$27 Million ‘Bridge to Nowhere' Goes Up

The final span completing the two sides of what critics call the "bridge to nowhere" was lifted into place this week.

The 500-foot pedestrian bridge over Harbor Drive and the trolley tracks at Park Boulevard was installed in the wee hours of Tuesday morning. The span will be one of the "longest self-anchored pedestrian suspension spans in the world," the San Diego Union-Tribune reported. The bridge's existing steel and wood skeleton will now be transformed into bridge's final design, and cabling be added.

In February of 2005 when the project was originally conceived, the cost was estimated at $8.6 million, an official with CCDC said. A year later, as 60 percent of the drawings were completed, that price had risen to $14.9 million. When 95 percent of the design had been completed, the cost jumped to $17.6 million. The price tag swelled to nearly $27 million. The paper reported that more than $11 million of the total is being forked over by the city's redevelopment agency.

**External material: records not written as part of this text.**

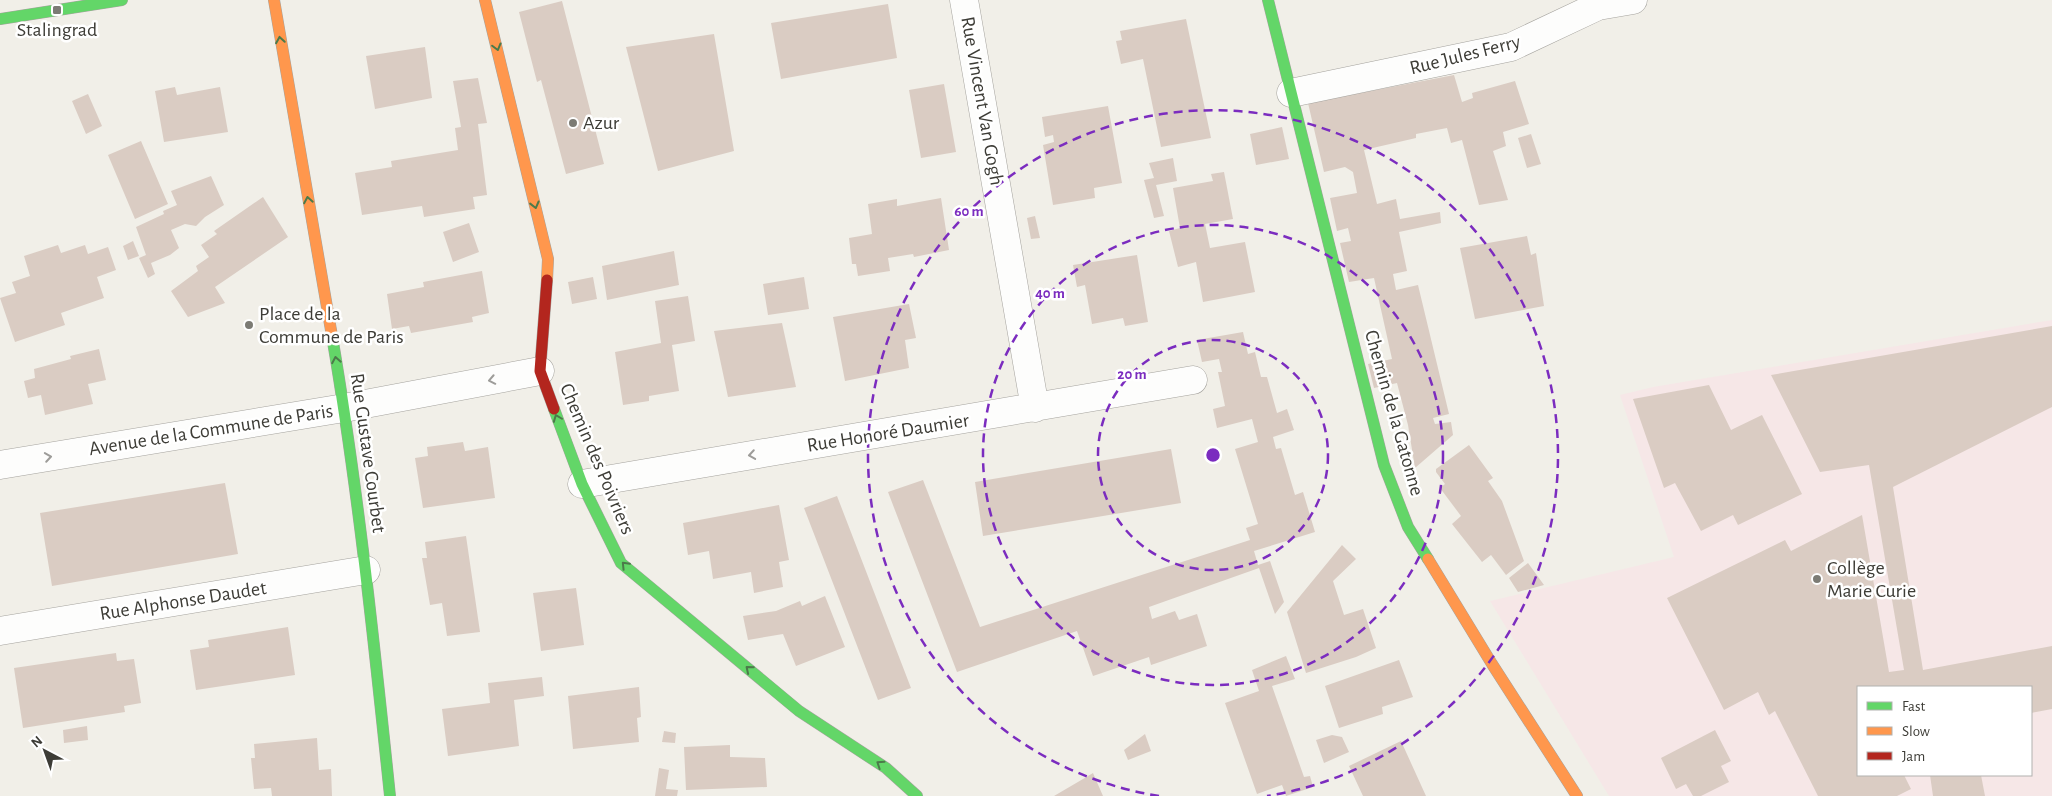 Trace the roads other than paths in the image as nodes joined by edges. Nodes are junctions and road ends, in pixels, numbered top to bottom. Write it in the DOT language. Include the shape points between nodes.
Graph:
graph roads {
  1 [pos="122,0"];
  2 [pos="274,0"];
  3 [pos="486,0"];
  4 [pos="964,0"];
  5 [pos="1268,0"];
  6 [pos="1632,0"];
  7 [pos="1597,3"];
  8 [pos="0,19"];
  9 [pos="1291,93"];
  10 [pos="540,371"];
  11 [pos="1194,380"];
  12 [pos="344,408"];
  13 [pos="1035,408"];
  14 [pos="0,465"];
  15 [pos="582,484"];
  16 [pos="366,570"];
  17 [pos="0,631"];
  18 [pos="390,796"];
  19 [pos="917,796"];
  20 [pos="1577,796"];
  1 -- 8 [label="street"];
  12 -- 2 [label="street, Rue Gustave Courbet, one-way"];
  3 -- 10 [label="street, Chemin des Poivriers, one-way" via="548,259"];
  4 -- 13 [label="street, Rue Vincent Van Gogh"];
  5 -- 9 [label="street, Chemin de la Gatonne"];
  6 -- 7 [label="street, Rue Jules Ferry"];
  7 -- 9 [label="street, Rue Jules Ferry" via="1511,47"];
  9 -- 20 [label="street, Chemin de la Gatonne" via="1384,465 1408,527"];
  10 -- 12 [label="street, Avenue de la Commune de Paris, one-way"];
  15 -- 10 [label="street, Chemin des Poivriers, one-way"];
  11 -- 13 [label="street, Rue Honoré Daumier"];
  14 -- 12 [label="street, Avenue de la Commune de Paris, one-way"];
  12 -- 16 [label="street, Rue Gustave Courbet"];
  13 -- 15 [label="street, Rue Honoré Daumier, one-way"];
  19 -- 15 [label="street, Chemin des Poivriers, one-way" via="886,768 799,711 621,563"];
  16 -- 17 [label="street, Rue Alphonse Daudet"];
  16 -- 18 [label="street, Rue Gustave Courbet"];
}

The bridge will connect the city's East Village and Petco Park with the convention center, a 2,200-vehicle parking garage, the Hilton Hotel and the Embarcadero to the west. Critics argue that the foot traffic and the ability to reopen Harbor Drive at Park Boulevard did not justify the bridge's price tag.

The Center City Development Corporation has a live Web cam monitoring the structure's construction.